[Task material Boundary: Start]

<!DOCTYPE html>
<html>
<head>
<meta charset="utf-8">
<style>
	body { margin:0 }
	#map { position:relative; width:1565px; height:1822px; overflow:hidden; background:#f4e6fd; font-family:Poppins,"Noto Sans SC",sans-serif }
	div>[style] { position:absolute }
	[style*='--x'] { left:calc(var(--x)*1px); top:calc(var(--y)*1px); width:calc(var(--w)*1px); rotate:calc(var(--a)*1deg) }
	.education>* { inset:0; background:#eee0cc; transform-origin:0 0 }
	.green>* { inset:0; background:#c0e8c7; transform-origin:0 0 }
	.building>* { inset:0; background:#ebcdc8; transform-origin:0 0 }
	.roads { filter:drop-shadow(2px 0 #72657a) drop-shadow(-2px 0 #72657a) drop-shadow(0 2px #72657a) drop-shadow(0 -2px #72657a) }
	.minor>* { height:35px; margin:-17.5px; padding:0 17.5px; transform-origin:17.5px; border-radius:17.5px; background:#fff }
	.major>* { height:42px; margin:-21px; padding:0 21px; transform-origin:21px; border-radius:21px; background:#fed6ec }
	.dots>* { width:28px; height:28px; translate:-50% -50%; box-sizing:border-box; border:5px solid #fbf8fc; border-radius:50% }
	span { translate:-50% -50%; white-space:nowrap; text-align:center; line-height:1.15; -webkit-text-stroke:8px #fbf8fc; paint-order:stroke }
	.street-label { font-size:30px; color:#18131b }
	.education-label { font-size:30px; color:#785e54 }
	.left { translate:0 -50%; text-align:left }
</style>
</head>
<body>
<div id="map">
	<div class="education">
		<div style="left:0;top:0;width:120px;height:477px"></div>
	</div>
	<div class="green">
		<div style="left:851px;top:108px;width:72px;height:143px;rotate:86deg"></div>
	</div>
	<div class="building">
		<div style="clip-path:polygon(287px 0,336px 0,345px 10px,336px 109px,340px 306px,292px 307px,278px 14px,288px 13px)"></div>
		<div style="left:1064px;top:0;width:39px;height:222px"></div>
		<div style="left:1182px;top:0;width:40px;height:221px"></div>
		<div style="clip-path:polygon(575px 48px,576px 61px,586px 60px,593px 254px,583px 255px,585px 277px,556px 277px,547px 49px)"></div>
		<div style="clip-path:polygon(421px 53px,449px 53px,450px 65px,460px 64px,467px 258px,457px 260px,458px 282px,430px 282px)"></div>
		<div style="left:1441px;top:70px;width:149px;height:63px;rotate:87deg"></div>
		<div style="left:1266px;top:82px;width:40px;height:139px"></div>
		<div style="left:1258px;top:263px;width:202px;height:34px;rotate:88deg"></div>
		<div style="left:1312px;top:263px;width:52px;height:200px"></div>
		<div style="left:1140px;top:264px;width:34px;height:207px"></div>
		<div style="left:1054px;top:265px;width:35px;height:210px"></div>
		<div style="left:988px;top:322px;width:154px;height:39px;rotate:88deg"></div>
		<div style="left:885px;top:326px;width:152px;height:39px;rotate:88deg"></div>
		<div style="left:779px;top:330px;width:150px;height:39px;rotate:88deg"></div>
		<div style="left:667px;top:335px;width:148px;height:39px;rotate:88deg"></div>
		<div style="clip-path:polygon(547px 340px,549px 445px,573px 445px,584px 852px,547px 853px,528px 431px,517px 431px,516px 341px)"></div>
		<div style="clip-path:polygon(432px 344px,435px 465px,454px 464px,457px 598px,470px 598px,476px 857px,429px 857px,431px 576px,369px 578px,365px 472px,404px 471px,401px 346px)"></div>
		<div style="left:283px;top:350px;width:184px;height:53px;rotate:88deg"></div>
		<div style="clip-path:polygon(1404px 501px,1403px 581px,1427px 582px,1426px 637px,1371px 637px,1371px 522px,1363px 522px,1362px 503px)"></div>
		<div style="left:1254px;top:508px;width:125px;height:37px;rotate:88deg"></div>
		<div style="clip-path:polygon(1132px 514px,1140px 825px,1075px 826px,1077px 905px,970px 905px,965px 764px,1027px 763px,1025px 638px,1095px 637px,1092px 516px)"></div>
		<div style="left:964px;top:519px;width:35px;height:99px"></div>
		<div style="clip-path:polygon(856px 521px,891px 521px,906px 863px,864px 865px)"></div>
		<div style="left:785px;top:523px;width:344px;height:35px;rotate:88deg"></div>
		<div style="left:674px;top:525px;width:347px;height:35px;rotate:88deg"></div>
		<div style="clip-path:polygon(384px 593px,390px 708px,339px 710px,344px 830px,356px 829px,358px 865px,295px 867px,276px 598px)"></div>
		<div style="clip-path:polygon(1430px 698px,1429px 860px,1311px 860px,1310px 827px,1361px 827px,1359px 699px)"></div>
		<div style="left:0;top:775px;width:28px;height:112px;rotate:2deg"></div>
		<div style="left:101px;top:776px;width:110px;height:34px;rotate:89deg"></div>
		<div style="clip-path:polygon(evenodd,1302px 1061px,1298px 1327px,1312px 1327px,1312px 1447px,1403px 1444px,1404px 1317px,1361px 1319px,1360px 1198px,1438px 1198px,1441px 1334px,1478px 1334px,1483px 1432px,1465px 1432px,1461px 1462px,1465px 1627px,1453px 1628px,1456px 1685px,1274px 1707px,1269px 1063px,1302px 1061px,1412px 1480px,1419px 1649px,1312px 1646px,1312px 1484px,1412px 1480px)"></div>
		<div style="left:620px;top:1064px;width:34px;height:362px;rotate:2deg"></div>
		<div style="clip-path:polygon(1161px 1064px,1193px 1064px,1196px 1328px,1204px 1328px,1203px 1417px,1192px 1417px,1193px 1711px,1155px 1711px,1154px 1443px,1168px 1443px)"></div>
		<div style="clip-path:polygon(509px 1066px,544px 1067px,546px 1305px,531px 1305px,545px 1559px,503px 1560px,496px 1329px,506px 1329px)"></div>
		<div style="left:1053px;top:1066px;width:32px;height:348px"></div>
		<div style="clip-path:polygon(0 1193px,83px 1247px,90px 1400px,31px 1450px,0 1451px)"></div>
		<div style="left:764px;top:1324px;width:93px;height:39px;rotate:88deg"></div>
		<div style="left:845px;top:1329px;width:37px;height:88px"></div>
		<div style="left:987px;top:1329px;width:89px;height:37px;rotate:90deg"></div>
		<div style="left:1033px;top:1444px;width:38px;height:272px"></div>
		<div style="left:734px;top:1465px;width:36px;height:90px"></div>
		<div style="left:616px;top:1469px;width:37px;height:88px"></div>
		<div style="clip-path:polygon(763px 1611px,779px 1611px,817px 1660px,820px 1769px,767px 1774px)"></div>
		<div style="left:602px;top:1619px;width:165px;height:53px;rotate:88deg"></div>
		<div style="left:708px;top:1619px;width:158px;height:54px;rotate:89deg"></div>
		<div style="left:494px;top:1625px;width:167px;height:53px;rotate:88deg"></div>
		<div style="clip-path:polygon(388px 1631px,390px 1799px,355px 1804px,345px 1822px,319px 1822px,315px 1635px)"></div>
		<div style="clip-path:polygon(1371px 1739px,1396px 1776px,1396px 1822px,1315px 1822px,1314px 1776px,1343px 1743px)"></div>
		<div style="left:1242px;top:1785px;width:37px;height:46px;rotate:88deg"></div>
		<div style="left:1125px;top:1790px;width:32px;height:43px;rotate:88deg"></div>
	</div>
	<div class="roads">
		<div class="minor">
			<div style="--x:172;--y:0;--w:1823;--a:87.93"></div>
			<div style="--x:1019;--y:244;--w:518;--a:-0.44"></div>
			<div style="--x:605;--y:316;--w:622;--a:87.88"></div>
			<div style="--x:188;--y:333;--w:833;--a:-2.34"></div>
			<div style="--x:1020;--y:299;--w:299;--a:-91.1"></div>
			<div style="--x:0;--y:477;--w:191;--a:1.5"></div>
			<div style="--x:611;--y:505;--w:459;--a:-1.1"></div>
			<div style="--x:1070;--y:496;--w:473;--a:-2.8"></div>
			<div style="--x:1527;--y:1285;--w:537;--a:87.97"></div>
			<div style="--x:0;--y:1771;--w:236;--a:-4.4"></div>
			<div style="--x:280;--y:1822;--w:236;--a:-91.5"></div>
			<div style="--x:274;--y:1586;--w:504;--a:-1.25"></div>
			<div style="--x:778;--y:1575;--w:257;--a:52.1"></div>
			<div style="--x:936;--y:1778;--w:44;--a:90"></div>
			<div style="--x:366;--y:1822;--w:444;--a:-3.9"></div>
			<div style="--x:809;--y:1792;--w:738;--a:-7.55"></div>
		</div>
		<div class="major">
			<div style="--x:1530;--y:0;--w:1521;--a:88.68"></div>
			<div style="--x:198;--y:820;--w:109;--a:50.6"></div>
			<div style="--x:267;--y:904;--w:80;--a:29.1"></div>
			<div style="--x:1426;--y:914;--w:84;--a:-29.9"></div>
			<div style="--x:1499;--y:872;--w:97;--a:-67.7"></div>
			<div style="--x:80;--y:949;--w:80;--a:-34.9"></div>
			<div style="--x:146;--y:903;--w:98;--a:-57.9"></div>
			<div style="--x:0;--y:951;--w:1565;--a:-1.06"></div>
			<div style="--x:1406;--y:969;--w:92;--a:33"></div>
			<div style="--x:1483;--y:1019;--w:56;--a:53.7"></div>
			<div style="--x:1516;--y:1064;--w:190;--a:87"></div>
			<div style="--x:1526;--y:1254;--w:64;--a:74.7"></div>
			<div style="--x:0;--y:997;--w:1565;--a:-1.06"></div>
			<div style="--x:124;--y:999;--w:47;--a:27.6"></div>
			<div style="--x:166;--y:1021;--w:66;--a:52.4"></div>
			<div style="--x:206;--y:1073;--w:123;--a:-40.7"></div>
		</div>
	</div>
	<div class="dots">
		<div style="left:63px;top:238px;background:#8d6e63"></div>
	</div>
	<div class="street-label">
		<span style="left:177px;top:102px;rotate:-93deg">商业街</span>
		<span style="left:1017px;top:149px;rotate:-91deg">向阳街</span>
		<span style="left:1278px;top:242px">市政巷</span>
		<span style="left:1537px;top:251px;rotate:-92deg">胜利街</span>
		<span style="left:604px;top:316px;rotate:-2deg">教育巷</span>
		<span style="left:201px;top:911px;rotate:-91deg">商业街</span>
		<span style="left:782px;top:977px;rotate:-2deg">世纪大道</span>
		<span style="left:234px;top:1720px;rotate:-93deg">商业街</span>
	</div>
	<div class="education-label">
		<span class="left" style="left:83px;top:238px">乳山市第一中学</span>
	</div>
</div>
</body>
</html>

[Task material Boundary: End]

Work instructions => Your task is to copy each line of the entries that includes the word "green".

Solution to this task =>
	.green>* { inset:0; background:#c0e8c7; transform-origin:0 0 }
	<div class="green">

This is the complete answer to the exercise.